O êxodo em busca do emprego sonhado causa a formação de favelas
METROPOLIZAÇÃO
Uma luta de 20 anos
Texto: Manoel Alves Fernandes e José Carlos Silvares
Há cerca de 20 anos, ou mais precisamente em 1959,
surgiram os primeiros planos com vistas à metropolização da Baixada Santista. O então prefeito de Santos, engenheiro Sílvio Fernandes Lopes,
movimentava os líderes da região para, em rápidos contatos com a esfera federal, articular os planos iniciais com vistas à metropolização. E tudo o
que foi feito, guardou-se na gaveta.
Dez anos mais tarde, com Santos sob interventoria federal, o interventor, general
Clóvis Bandeira Brasil, elaborava planos e lançava um grupo de trabalho, a Comissão de Estudos sobre a Metropolização da Baixada Santista (CEMBS),
que em 40 meses de trabalho levantou todos os problemas e os dados estatísticos da região, tudo para implantar a metropolização. Mas, pouco a pouco,
os planos foram esquecidos numa gaveta.
Até que em 1977, com Santos já sob a administração de Antônio Manoel de Carvalho, os
trabalhos foram retomados e os prefeitos da região chegaram a manter alguns encontros, num trabalho denominado pré-metropolização. Mas, a partir de
então, os planos foram guardados novamente.
Agora, com a Cidade sob nova gestão administrativa, volta-se a falar no assunto. E o
deputado federal Joaquim Carlos Del Bosco Amaral leva o tema à Câmara Federal, reforçado pela movimentação que o deputado estadual Antônio Rubens de
Lara provoca na Assembléia Legislativa, sob o mesmo enfoque.

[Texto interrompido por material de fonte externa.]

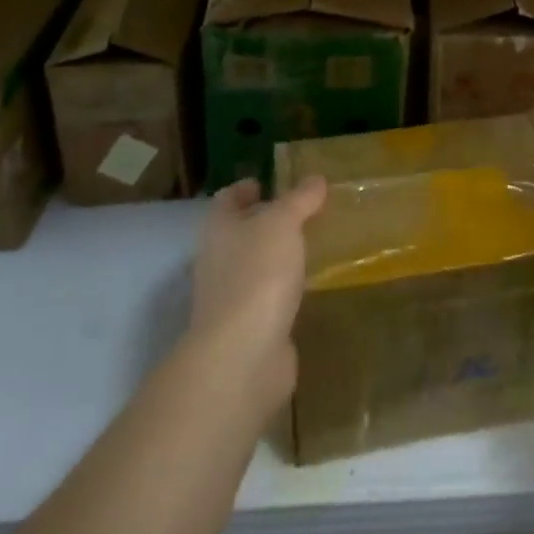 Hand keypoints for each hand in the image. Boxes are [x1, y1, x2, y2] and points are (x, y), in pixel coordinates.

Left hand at [188, 176, 326, 404]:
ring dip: (276, 256)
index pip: (227, 199)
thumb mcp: (282, 224)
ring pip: (254, 266)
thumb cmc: (257, 274)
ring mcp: (230, 297)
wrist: (243, 354)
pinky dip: (283, 288)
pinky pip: (267, 297)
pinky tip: (307, 285)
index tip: (266, 182)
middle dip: (264, 222)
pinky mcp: (249, 328)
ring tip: (310, 244)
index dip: (244, 189)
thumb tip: (315, 179)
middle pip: (238, 233)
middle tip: (300, 212)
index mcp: (219, 229)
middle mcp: (218, 260)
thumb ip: (299, 200)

Vários problemas enfrentados na região, entre os quais o da poluição, de transportes
urbanos e interurbanos, de abastecimento e de coleta e destinação final do lixo, são levantados pelos que defendem a metropolização como forma de
unir os municípios da Baixada. Juntos, os municípios exerceriam maior pressão para a obtenção de recursos e aplicariam os resultados nos projetos
estabelecidos para a região. Há, entretanto, os que defendem a tese de que a metropolização viria de forma natural, com a prestação de serviços
comuns na região.
A Baixada rende quantias elevadas em impostos e taxas recolhidos pela União e pelo
Estado. Mas, entre os vários impostos - IPI, ICM, taxas rodoviárias, Imposto de Renda, impostos dos serviços realizados no porto e operações
cambiais, entre outras -, apenas o ICM é redistribuído em quantidades maiores. Enquanto isso, a região se estiola, em termos econômicos, e na semana
passada o comércio local lembrava que esta foi a pior das temporadas dos últimos quatro anos.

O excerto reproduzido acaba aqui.